If you pass by one of our classrooms in Brooklyn or the Upper East Side, you may notice something new in our windows–our very first seasonal window displays, just in time for the holiday season! This season’s theme is Robot Wonderland.  We wanted to combine our love for all things mechanical with the fun of snowy winter weather.  Look closely at those tumbling snowflakes, and you may also notice that they are also shaped like gears! And you may notice that the snow caps on the mountains, the little snowflakes in the backdrop, and the green ball ornaments are all made from recycled gears!

Read more below on how we built our displays:

When designing the windows, we wanted to use a lot of the materials that we have on hand here at the Foundry–and especially materials that get sent back to us after class that we could then recycle and use in a new way.  This meant lots of styrofoam balls that we had sitting around, and LOTS of gears.

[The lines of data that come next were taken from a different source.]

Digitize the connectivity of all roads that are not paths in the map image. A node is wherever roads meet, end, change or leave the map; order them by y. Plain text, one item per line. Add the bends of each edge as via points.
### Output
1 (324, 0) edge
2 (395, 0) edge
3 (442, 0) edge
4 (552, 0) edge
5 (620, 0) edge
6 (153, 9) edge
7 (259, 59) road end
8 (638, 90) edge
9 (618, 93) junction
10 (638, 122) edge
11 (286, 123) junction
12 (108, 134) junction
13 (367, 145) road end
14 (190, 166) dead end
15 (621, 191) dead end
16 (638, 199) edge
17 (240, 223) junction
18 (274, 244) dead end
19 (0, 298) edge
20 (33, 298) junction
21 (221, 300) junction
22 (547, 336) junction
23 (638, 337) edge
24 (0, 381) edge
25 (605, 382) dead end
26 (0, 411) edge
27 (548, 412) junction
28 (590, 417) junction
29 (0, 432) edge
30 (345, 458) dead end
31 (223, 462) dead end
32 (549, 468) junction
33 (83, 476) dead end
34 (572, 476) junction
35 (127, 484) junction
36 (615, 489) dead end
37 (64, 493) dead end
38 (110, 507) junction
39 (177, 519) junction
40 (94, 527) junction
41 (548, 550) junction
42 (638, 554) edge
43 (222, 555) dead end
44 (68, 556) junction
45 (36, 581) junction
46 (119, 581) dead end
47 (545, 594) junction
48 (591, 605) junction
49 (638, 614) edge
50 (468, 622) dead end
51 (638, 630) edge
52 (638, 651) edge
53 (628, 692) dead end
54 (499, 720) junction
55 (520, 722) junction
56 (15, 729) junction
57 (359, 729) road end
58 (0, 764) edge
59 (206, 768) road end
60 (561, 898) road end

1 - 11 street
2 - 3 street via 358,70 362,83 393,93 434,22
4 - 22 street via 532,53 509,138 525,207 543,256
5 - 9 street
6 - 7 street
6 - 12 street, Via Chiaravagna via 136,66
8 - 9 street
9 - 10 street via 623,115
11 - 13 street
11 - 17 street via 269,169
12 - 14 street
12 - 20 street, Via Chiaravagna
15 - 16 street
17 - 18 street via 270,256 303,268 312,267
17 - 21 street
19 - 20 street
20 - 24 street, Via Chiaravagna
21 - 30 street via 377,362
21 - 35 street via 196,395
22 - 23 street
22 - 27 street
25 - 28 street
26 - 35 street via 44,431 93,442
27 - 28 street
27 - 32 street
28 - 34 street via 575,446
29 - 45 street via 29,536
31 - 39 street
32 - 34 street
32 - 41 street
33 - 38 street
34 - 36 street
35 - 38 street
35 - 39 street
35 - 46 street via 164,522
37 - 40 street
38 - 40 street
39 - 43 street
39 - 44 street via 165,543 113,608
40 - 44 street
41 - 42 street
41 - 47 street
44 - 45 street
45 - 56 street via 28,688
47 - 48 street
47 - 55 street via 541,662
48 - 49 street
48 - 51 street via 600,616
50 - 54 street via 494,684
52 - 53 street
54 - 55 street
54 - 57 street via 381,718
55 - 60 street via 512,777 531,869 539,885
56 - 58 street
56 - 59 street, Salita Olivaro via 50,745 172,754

Our lovely design team member Patti had a ton of amazing ideas of how to use these gears as a crafting supply! She came up with pinning green gears to styrofoam balls to make ornaments, hot gluing white gears together to make little snowflakes, and hot gluing gears onto the tops of our mountain cutouts for a snow-capped effect.

Here’s some progress pictures from when we were creating the windows in our workshop:

The mountains we made from blue foam insulation board, painted with house paint, and decorated with gears.  The trees are styrofoam cones wrapped in foam paper and pinned in place with nails.  The ground cover is quilting polyfill.  To make the snowflakes, we cut out the shapes from foamcore posterboard, sprayed them with spray adhesive, and covered them in iridescent glitter.  The stands for the snowflakes are just made from pre-cut wood from the hardware store, screwed together with a T-shape at the base.

It was important to our design process to use the same electronic components that the kids in our classes use, so that they can see familiar concepts from class come together in a bigger scale.  In this window display, we used gearboxes and motor speed controllers to create the turning movement of the large snowflake-gears.  Hopefully, our window will show just one of the many ways you can use these components, and open up kid’s minds to the creative possibilities in building robots.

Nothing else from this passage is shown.